What is required
For the entries presented below, indicate the number of lines that include the word "Entwistle", adding nothing else.

Saved data entries:
___

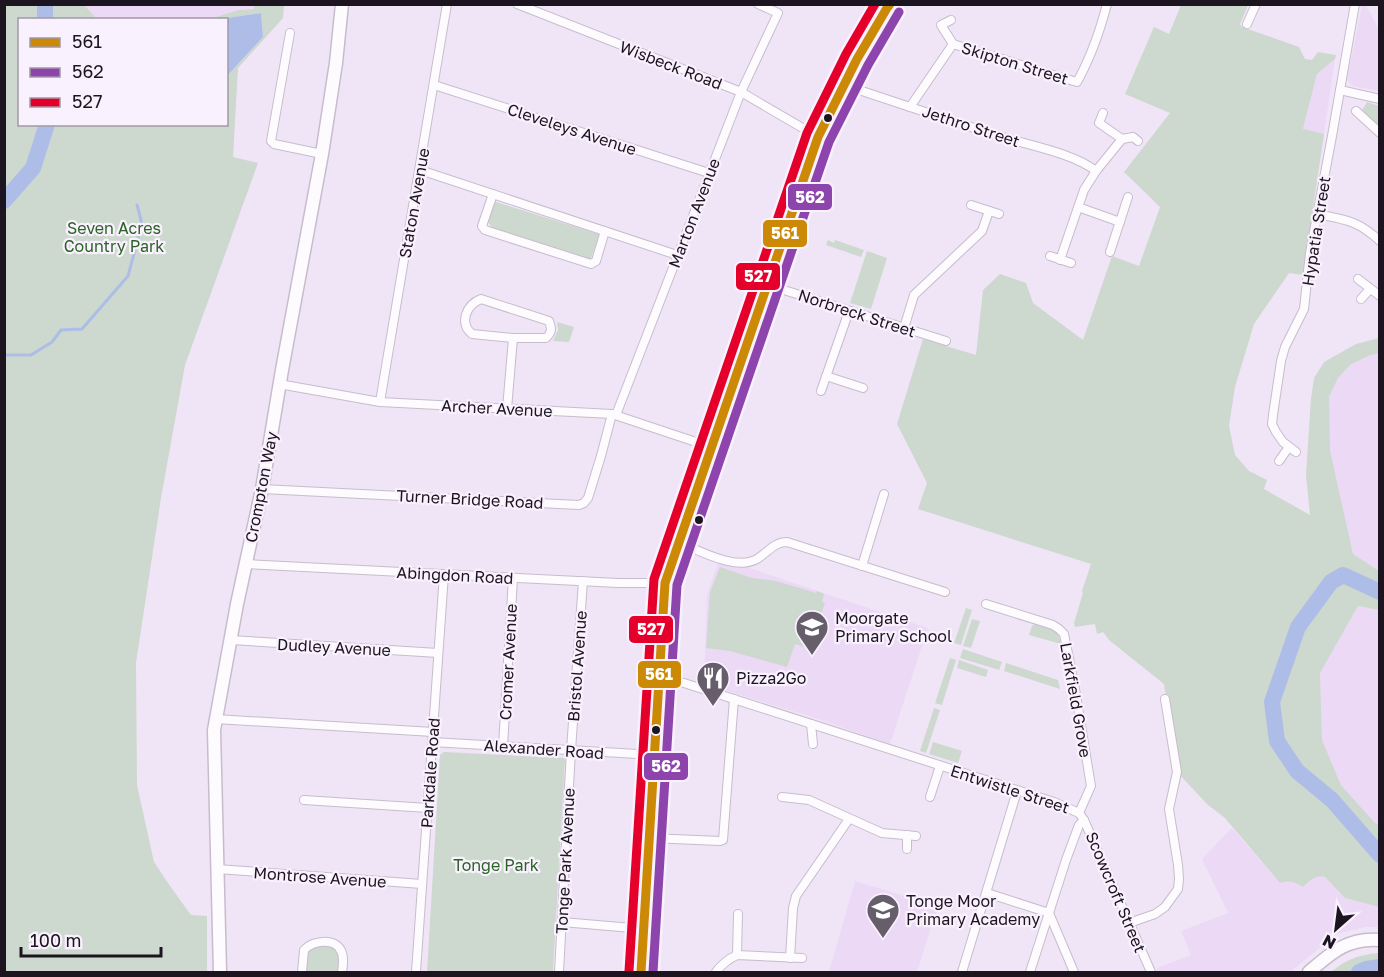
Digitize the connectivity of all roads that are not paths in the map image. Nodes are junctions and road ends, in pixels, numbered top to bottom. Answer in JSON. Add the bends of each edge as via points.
{"nodes":[{"id":1,"x":342,"y":4,"type":"edge"},
{"id":2,"x":447,"y":4,"type":"edge"},
{"id":3,"x":517,"y":4,"type":"edge"},
{"id":4,"x":758,"y":4,"type":"edge"},
{"id":5,"x":891,"y":4,"type":"edge"},
{"id":6,"x":1107,"y":4,"type":"edge"},
{"id":7,"x":1256,"y":4,"type":"edge"},
{"id":8,"x":1355,"y":4,"type":"edge"},
{"id":9,"x":951,"y":20,"type":"dead end"},
{"id":10,"x":1247,"y":24,"type":"dead end"},
{"id":11,"x":290,"y":33,"type":"dead end"},
{"id":12,"x":953,"y":44,"type":"junction"},
{"id":13,"x":434,"y":85,"type":"junction"},
{"id":14,"x":844,"y":85,"type":"junction"},
{"id":15,"x":1340,"y":90,"type":"junction"},
{"id":16,"x":741,"y":92,"type":"junction"},
{"id":17,"x":1380,"y":99,"type":"edge"},
{"id":18,"x":910,"y":107,"type":"junction"},
{"id":19,"x":1356,"y":111,"type":"dead end"},
{"id":20,"x":1102,"y":113,"type":"dead end"},
{"id":21,"x":1380,"y":132,"type":"edge"},
{"id":22,"x":818,"y":137,"type":"junction"},
{"id":23,"x":1122,"y":139,"type":"junction"},
{"id":24,"x":1138,"y":141,"type":"dead end"},
{"id":25,"x":322,"y":154,"type":"junction"},
{"id":26,"x":420,"y":170,"type":"junction"},
{"id":27,"x":1096,"y":171,"type":"junction"},
{"id":28,"x":709,"y":173,"type":"junction"},
{"id":29,"x":493,"y":194,"type":"junction"},
{"id":30,"x":1128,"y":197,"type":"dead end"},
{"id":31,"x":971,"y":205,"type":"dead end"},
{"id":32,"x":1078,"y":207,"type":"junction"},
{"id":33,"x":989,"y":211,"type":"junction"},
{"id":34,"x":999,"y":214,"type":"dead end"},
{"id":35,"x":1317,"y":214,"type":"junction"},
{"id":36,"x":1120,"y":222,"type":"junction"},
{"id":37,"x":605,"y":231,"type":"junction"},
{"id":38,"x":1380,"y":241,"type":"edge"},
{"id":39,"x":1110,"y":252,"type":"dead end"},
{"id":40,"x":677,"y":255,"type":"junction"},
{"id":41,"x":1050,"y":256,"type":"dead end"},
{"id":42,"x":1060,"y":260,"type":"junction"},
{"id":43,"x":1071,"y":263,"type":"dead end"},
{"id":44,"x":1358,"y":279,"type":"dead end"},
{"id":45,"x":768,"y":285,"type":"junction"},
{"id":46,"x":1370,"y":289,"type":"junction"},
{"id":47,"x":1380,"y":296,"type":"edge"},
{"id":48,"x":1361,"y":299,"type":"dead end"},
{"id":49,"x":849,"y":311,"type":"junction"},
{"id":50,"x":904,"y":328,"type":"junction"},
{"id":51,"x":513,"y":338,"type":"junction"},
{"id":52,"x":946,"y":342,"type":"dead end"},
{"id":53,"x":826,"y":376,"type":"junction"},
{"id":54,"x":279,"y":384,"type":"junction"},
{"id":55,"x":863,"y":388,"type":"dead end"},
{"id":56,"x":821,"y":391,"type":"dead end"},
{"id":57,"x":380,"y":402,"type":"junction"},
{"id":58,"x":507,"y":409,"type":"junction"},
{"id":59,"x":614,"y":415,"type":"junction"},
{"id":60,"x":711,"y":447,"type":"junction"},
{"id":61,"x":1279,"y":461,"type":"dead end"},
{"id":62,"x":262,"y":489,"type":"junction"},
{"id":63,"x":884,"y":494,"type":"dead end"},
{"id":64,"x":678,"y":542,"type":"junction"},
{"id":65,"x":245,"y":564,"type":"junction"},
{"id":66,"x":862,"y":566,"type":"junction"},
{"id":67,"x":444,"y":574,"type":"junction"},
{"id":68,"x":513,"y":578,"type":"junction"},
{"id":69,"x":583,"y":581,"type":"junction"},
{"id":70,"x":665,"y":584,"type":"junction"},
{"id":71,"x":945,"y":592,"type":"dead end"},
{"id":72,"x":986,"y":604,"type":"dead end"},
{"id":73,"x":231,"y":640,"type":"junction"},
{"id":74,"x":438,"y":653,"type":"junction"},
{"id":75,"x":659,"y":675,"type":"junction"},
{"id":76,"x":734,"y":699,"type":"junction"},
{"id":77,"x":1165,"y":699,"type":"dead end"},
{"id":78,"x":1167,"y":714,"type":"junction"},
{"id":79,"x":1157,"y":716,"type":"dead end"},
{"id":80,"x":215,"y":719,"type":"junction"},
{"id":81,"x":811,"y":724,"type":"junction"},
{"id":82,"x":433,"y":732,"type":"junction"},
{"id":83,"x":432,"y":742,"type":"junction"},
{"id":84,"x":813,"y":744,"type":"dead end"},
{"id":85,"x":503,"y":746,"type":"junction"},
{"id":86,"x":571,"y":750,"type":"junction"},
{"id":87,"x":655,"y":755,"type":"junction"},
{"id":88,"x":940,"y":766,"type":"junction"},
{"id":89,"x":1017,"y":790,"type":"junction"},
{"id":90,"x":930,"y":797,"type":"dead end"},
{"id":91,"x":782,"y":798,"type":"dead end"},
{"id":92,"x":304,"y":800,"type":"dead end"},
{"id":93,"x":428,"y":808,"type":"junction"},
{"id":94,"x":1079,"y":813,"type":"junction"},
{"id":95,"x":849,"y":819,"type":"junction"},
{"id":96,"x":1084,"y":820,"type":"junction"},
{"id":97,"x":650,"y":838,"type":"junction"},
{"id":98,"x":906,"y":849,"type":"dead end"},
{"id":99,"x":217,"y":869,"type":"junction"},
{"id":100,"x":422,"y":884,"type":"junction"},
{"id":101,"x":987,"y":893,"type":"junction"},
{"id":102,"x":1048,"y":912,"type":"junction"},
{"id":103,"x":738,"y":914,"type":"dead end"},
{"id":104,"x":562,"y":922,"type":"junction"},
{"id":105,"x":1129,"y":923,"type":"junction"},
{"id":106,"x":644,"y":929,"type":"junction"},
{"id":107,"x":1380,"y":940,"type":"edge"},
{"id":108,"x":737,"y":955,"type":"junction"},
{"id":109,"x":790,"y":957,"type":"junction"},
{"id":110,"x":802,"y":958,"type":"dead end"},
{"id":111,"x":220,"y":972,"type":"edge"},
{"id":112,"x":302,"y":972,"type":"edge"},
{"id":113,"x":342,"y":972,"type":"edge"},
{"id":114,"x":416,"y":972,"type":"edge"},
{"id":115,"x":559,"y":972,"type":"edge"},
{"id":116,"x":641,"y":972,"type":"edge"},
{"id":117,"x":716,"y":972,"type":"edge"},
{"id":118,"x":962,"y":972,"type":"edge"},
{"id":119,"x":1030,"y":972,"type":"edge"},
{"id":120,"x":1074,"y":972,"type":"edge"},
{"id":121,"x":1151,"y":972,"type":"edge"},
{"id":122,"x":1309,"y":972,"type":"edge"}],
"edges":[{"from":1,"to":25,"type":"main road","name":"Crompton Way"},
{"from":2,"to":13,"type":"street","name":"Staton Avenue"},
{"from":3,"to":16,"type":"street","name":"Wisbeck Road"},
{"from":4,"to":16,"type":"street","name":"Marton Avenue","via":[[778,13]]},
{"from":5,"to":14,"type":"main road"},
{"from":6,"to":12,"type":"street","name":"Skipton Street","via":[[1094,48],[1077,82]]},
{"from":7,"to":10,"type":"street"},
{"from":8,"to":15,"type":"street","name":"Hypatia Street"},
{"from":9,"to":12,"type":"street","via":[[941,25]]},
{"from":11,"to":25,"type":"street","via":[[271,141]]},
{"from":12,"to":18,"type":"street"},
{"from":13,"to":26,"type":"street","name":"Staton Avenue"},
{"from":13,"to":28,"type":"street","name":"Cleveleys Avenue"},
{"from":14,"to":18,"type":"street","name":"Jethro Street"},
{"from":14,"to":22,"type":"main road"},
{"from":15,"to":17,"type":"street"},
{"from":15,"to":35,"type":"street","name":"Hypatia Street"},
{"from":16,"to":22,"type":"street","name":"Wisbeck Road"},
{"from":16,"to":28,"type":"street","name":"Marton Avenue"},
{"from":18,"to":27,"type":"street","name":"Jethro Street","via":[[1086,164]]},
{"from":19,"to":21,"type":"street"},
{"from":20,"to":23,"type":"street","via":[[1099,123]]},
{"from":22,"to":45,"type":"main road"},
{"from":23,"to":24,"type":"street","via":[[1133,137]]},
{"from":23,"to":27,"type":"street"},
{"from":25,"to":54,"type":"main road","name":"Crompton Way"},
{"from":26,"to":29,"type":"street"},
{"from":26,"to":57,"type":"street","name":"Staton Avenue"},
{"from":27,"to":32,"type":"street"},
{"from":28,"to":40,"type":"street","name":"Marton Avenue"},
{"from":29,"to":37,"type":"street"},
{"from":29,"to":37,"type":"street","via":[[482,226],[496,234],[591,264],[596,261]]},
{"from":30,"to":36,"type":"street"},
{"from":31,"to":33,"type":"street"},
{"from":32,"to":36,"type":"street"},
{"from":32,"to":42,"type":"street"},
{"from":33,"to":34,"type":"street"},
{"from":33,"to":50,"type":"street","via":[[982,231],[914,295]]},
{"from":35,"to":38,"type":"street","via":[[1353,222]]},
{"from":35,"to":61,"type":"street","name":"Hypatia Street","via":[[1304,309],[1281,361],[1272,424],[1282,442],[1292,449]]},
{"from":36,"to":39,"type":"street"},
{"from":37,"to":40,"type":"street"},
{"from":40,"to":59,"type":"street","name":"Marton Avenue"},
{"from":41,"to":42,"type":"street"},
{"from":42,"to":43,"type":"street"},
{"from":44,"to":46,"type":"street"},
{"from":45,"to":49,"type":"street","name":"Norbreck Street"},
{"from":45,"to":60,"type":"main road"},
{"from":46,"to":47,"type":"street"},
{"from":46,"to":48,"type":"street"},
{"from":49,"to":50,"type":"street","name":"Norbreck Street"},
{"from":49,"to":53,"type":"street"},
{"from":50,"to":52,"type":"street","name":"Norbreck Street"},
{"from":51,"to":51,"type":"street","via":[[472,334],[467,330],[465,324],[473,302],[481,299],[549,321],[552,327],[546,338]]},
{"from":51,"to":58,"type":"street"},
{"from":53,"to":55,"type":"street"},
{"from":53,"to":56,"type":"street"},
{"from":54,"to":57,"type":"street","name":"Archer Avenue"},
{"from":54,"to":62,"type":"main road","name":"Crompton Way"},
{"from":57,"to":58,"type":"street","name":"Archer Avenue"},
{"from":58,"to":59,"type":"street","name":"Archer Avenue"},
{"from":59,"to":60,"type":"street","name":"Archer Avenue"},
{"from":59,"to":62,"type":"street","name":"Turner Bridge Road","via":[[588,498],[579,505]]},
{"from":60,"to":64,"type":"main road"},
{"from":62,"to":65,"type":"main road","name":"Crompton Way"},
{"from":63,"to":66,"type":"street"},
{"from":64,"to":66,"type":"street","via":[[739,564],[787,542],[837,562]]},
{"from":64,"to":70,"type":"main road"},
{"from":65,"to":67,"type":"street","name":"Abingdon Road"},
{"from":65,"to":73,"type":"main road","name":"Crompton Way"},
{"from":66,"to":71,"type":"street"},
{"from":67,"to":68,"type":"street","name":"Abingdon Road"},
{"from":67,"to":74,"type":"street","name":"Parkdale Road"},
{"from":68,"to":69,"type":"street","name":"Abingdon Road"},
{"from":68,"to":85,"type":"street","name":"Cromer Avenue"},
{"from":69,"to":70,"type":"street","name":"Abingdon Road"},
{"from":69,"to":86,"type":"street","name":"Bristol Avenue"},
{"from":70,"to":75,"type":"main road"},
{"from":72,"to":94,"type":"street","name":"Larkfield Grove","via":[[1053,626],[1064,634],[1091,786]]},
{"from":73,"to":74,"type":"street","name":"Dudley Avenue"},
{"from":73,"to":80,"type":"main road","name":"Crompton Way"},
{"from":74,"to":82,"type":"street","name":"Parkdale Road"},
{"from":75,"to":76,"type":"street","name":"Entwistle Street"},
{"from":75,"to":87,"type":"main road"},
{"from":76,"to":81,"type":"street","name":"Entwistle Street"},
{"from":76,"to":97,"type":"street","via":[[723,840]]},
{"from":77,"to":78,"type":"street"},
{"from":78,"to":79,"type":"street"},
{"from":78,"to":105,"type":"street","via":[[1177,772],[1169,809],[1178,889],[1155,914]]},
{"from":80,"to":82,"type":"street"},
{"from":80,"to":99,"type":"main road","name":"Crompton Way"},
{"from":81,"to":84,"type":"street"},
{"from":81,"to":88,"type":"street","name":"Entwistle Street"},
{"from":82,"to":83,"type":"street","name":"Parkdale Road"},
{"from":83,"to":85,"type":"street","name":"Alexander Road"},
{"from":83,"to":93,"type":"street","name":"Parkdale Road"},
{"from":85,"to":86,"type":"street","name":"Alexander Road"},
{"from":86,"to":87,"type":"street","name":"Alexander Road"},
{"from":86,"to":104,"type":"street","name":"Tonge Park Avenue"},
{"from":87,"to":97,"type":"main road"},
{"from":88,"to":89,"type":"street","name":"Entwistle Street"},
{"from":88,"to":90,"type":"street","name":"Entwistle Street"},
{"from":89,"to":94,"type":"street","name":"Entwistle Street"},
{"from":89,"to":101,"type":"street"},
{"from":91,"to":95,"type":"street","via":[[797,803],[809,800]]},
{"from":92,"to":93,"type":"street"},
{"from":93,"to":100,"type":"street","name":"Parkdale Road"},
{"from":94,"to":96,"type":"street","name":"Scowcroft Street"},
{"from":95,"to":98,"type":"street","via":[[882,833],[912,836]]},
{"from":95,"to":109,"type":"street","via":[[796,896]]},
{"from":96,"to":102,"type":"street","via":[[1077,828]]},
{"from":96,"to":105,"type":"street","name":"Scowcroft Street"},
{"from":97,"to":106,"type":"main road"},
{"from":99,"to":100,"type":"street","name":"Montrose Avenue"},
{"from":99,"to":111,"type":"main road","name":"Crompton Way"},
{"from":100,"to":114,"type":"street","name":"Parkdale Road"},
{"from":101,"to":102,"type":"street"},
{"from":101,"to":118,"type":"street"},
{"from":102,"to":119,"type":"street"},
{"from":102,"to":120,"type":"street"},
{"from":103,"to":108,"type":"street"},
{"from":104,"to":106,"type":"street"},
{"from":104,"to":115,"type":"street","name":"Tonge Park Avenue"},
{"from":105,"to":121,"type":"street","name":"Scowcroft Street"},
{"from":106,"to":116,"type":"main road"},
{"from":107,"to":122,"type":"main road","via":[[1342,946]]},
{"from":108,"to":109,"type":"street"},
{"from":108,"to":117,"type":"street"},
{"from":109,"to":110,"type":"street"},
{"from":112,"to":113,"type":"street","via":[[304,950],[314,942],[324,942],[339,947],[343,954]]}]}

___

Result
6